→ Given data:
Start of Block

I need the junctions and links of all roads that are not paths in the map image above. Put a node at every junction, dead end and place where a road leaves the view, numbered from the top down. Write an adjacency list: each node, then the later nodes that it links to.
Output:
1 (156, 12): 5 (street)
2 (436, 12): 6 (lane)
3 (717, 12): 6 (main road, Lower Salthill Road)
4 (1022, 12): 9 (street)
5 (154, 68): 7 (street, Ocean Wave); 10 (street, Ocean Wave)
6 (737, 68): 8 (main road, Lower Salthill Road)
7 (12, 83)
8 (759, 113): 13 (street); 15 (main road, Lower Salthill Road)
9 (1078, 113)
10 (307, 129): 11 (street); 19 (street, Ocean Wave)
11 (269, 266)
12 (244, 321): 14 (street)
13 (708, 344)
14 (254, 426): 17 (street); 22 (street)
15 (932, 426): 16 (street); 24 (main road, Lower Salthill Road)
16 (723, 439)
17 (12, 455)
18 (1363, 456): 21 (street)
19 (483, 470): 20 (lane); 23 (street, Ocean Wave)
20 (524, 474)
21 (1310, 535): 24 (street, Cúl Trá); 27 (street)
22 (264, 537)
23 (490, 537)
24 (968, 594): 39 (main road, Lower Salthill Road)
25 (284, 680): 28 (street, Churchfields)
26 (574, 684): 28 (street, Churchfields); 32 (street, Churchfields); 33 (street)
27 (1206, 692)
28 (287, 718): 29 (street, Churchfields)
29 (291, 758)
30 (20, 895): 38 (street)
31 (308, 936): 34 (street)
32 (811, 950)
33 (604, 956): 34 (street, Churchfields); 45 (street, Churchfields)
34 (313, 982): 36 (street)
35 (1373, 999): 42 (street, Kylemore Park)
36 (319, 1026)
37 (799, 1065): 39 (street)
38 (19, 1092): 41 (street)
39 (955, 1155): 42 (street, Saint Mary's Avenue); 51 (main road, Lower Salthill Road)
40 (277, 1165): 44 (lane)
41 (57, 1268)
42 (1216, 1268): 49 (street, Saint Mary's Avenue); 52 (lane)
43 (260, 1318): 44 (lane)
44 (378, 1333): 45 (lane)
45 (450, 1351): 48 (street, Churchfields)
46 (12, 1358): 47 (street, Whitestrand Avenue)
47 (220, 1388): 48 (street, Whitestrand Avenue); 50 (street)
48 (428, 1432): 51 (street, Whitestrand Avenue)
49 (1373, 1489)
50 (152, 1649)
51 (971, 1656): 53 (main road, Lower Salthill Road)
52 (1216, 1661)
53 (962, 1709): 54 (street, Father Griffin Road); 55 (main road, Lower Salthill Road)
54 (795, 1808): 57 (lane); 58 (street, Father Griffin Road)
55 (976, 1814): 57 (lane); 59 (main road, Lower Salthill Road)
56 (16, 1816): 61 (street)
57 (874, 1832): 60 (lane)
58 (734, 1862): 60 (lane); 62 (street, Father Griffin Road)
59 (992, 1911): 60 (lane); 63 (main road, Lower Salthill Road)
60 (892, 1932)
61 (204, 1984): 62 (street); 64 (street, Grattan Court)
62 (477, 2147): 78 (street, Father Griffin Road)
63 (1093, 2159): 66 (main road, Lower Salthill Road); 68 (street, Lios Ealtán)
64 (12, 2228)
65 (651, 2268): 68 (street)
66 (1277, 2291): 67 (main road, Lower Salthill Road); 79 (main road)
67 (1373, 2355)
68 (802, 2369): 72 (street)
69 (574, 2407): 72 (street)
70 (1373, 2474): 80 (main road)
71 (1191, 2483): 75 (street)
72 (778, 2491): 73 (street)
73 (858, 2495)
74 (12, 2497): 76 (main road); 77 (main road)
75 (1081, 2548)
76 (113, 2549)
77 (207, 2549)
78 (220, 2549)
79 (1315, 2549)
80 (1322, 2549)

End of Block

→ Your objective: Your answer must be the full set of records above, reproduced exactly.

→ Finished exercise:
I need the junctions and links of all roads that are not paths in the map image above. Put a node at every junction, dead end and place where a road leaves the view, numbered from the top down. Write an adjacency list: each node, then the later nodes that it links to.
Output:
1 (156, 12): 5 (street)
2 (436, 12): 6 (lane)
3 (717, 12): 6 (main road, Lower Salthill Road)
4 (1022, 12): 9 (street)
5 (154, 68): 7 (street, Ocean Wave); 10 (street, Ocean Wave)
6 (737, 68): 8 (main road, Lower Salthill Road)
7 (12, 83)
8 (759, 113): 13 (street); 15 (main road, Lower Salthill Road)
9 (1078, 113)
10 (307, 129): 11 (street); 19 (street, Ocean Wave)
11 (269, 266)
12 (244, 321): 14 (street)
13 (708, 344)
14 (254, 426): 17 (street); 22 (street)
15 (932, 426): 16 (street); 24 (main road, Lower Salthill Road)
16 (723, 439)
17 (12, 455)
18 (1363, 456): 21 (street)
19 (483, 470): 20 (lane); 23 (street, Ocean Wave)
20 (524, 474)
21 (1310, 535): 24 (street, Cúl Trá); 27 (street)
22 (264, 537)
23 (490, 537)
24 (968, 594): 39 (main road, Lower Salthill Road)
25 (284, 680): 28 (street, Churchfields)
26 (574, 684): 28 (street, Churchfields); 32 (street, Churchfields); 33 (street)
27 (1206, 692)
28 (287, 718): 29 (street, Churchfields)
29 (291, 758)
30 (20, 895): 38 (street)
31 (308, 936): 34 (street)
32 (811, 950)
33 (604, 956): 34 (street, Churchfields); 45 (street, Churchfields)
34 (313, 982): 36 (street)
35 (1373, 999): 42 (street, Kylemore Park)
36 (319, 1026)
37 (799, 1065): 39 (street)
38 (19, 1092): 41 (street)
39 (955, 1155): 42 (street, Saint Mary's Avenue); 51 (main road, Lower Salthill Road)
40 (277, 1165): 44 (lane)
41 (57, 1268)
42 (1216, 1268): 49 (street, Saint Mary's Avenue); 52 (lane)
43 (260, 1318): 44 (lane)
44 (378, 1333): 45 (lane)
45 (450, 1351): 48 (street, Churchfields)
46 (12, 1358): 47 (street, Whitestrand Avenue)
47 (220, 1388): 48 (street, Whitestrand Avenue); 50 (street)
48 (428, 1432): 51 (street, Whitestrand Avenue)
49 (1373, 1489)
50 (152, 1649)
51 (971, 1656): 53 (main road, Lower Salthill Road)
52 (1216, 1661)
53 (962, 1709): 54 (street, Father Griffin Road); 55 (main road, Lower Salthill Road)
54 (795, 1808): 57 (lane); 58 (street, Father Griffin Road)
55 (976, 1814): 57 (lane); 59 (main road, Lower Salthill Road)
56 (16, 1816): 61 (street)
57 (874, 1832): 60 (lane)
58 (734, 1862): 60 (lane); 62 (street, Father Griffin Road)
59 (992, 1911): 60 (lane); 63 (main road, Lower Salthill Road)
60 (892, 1932)
61 (204, 1984): 62 (street); 64 (street, Grattan Court)
62 (477, 2147): 78 (street, Father Griffin Road)
63 (1093, 2159): 66 (main road, Lower Salthill Road); 68 (street, Lios Ealtán)
64 (12, 2228)
65 (651, 2268): 68 (street)
66 (1277, 2291): 67 (main road, Lower Salthill Road); 79 (main road)
67 (1373, 2355)
68 (802, 2369): 72 (street)
69 (574, 2407): 72 (street)
70 (1373, 2474): 80 (main road)
71 (1191, 2483): 75 (street)
72 (778, 2491): 73 (street)
73 (858, 2495)
74 (12, 2497): 76 (main road); 77 (main road)
75 (1081, 2548)
76 (113, 2549)
77 (207, 2549)
78 (220, 2549)
79 (1315, 2549)
80 (1322, 2549)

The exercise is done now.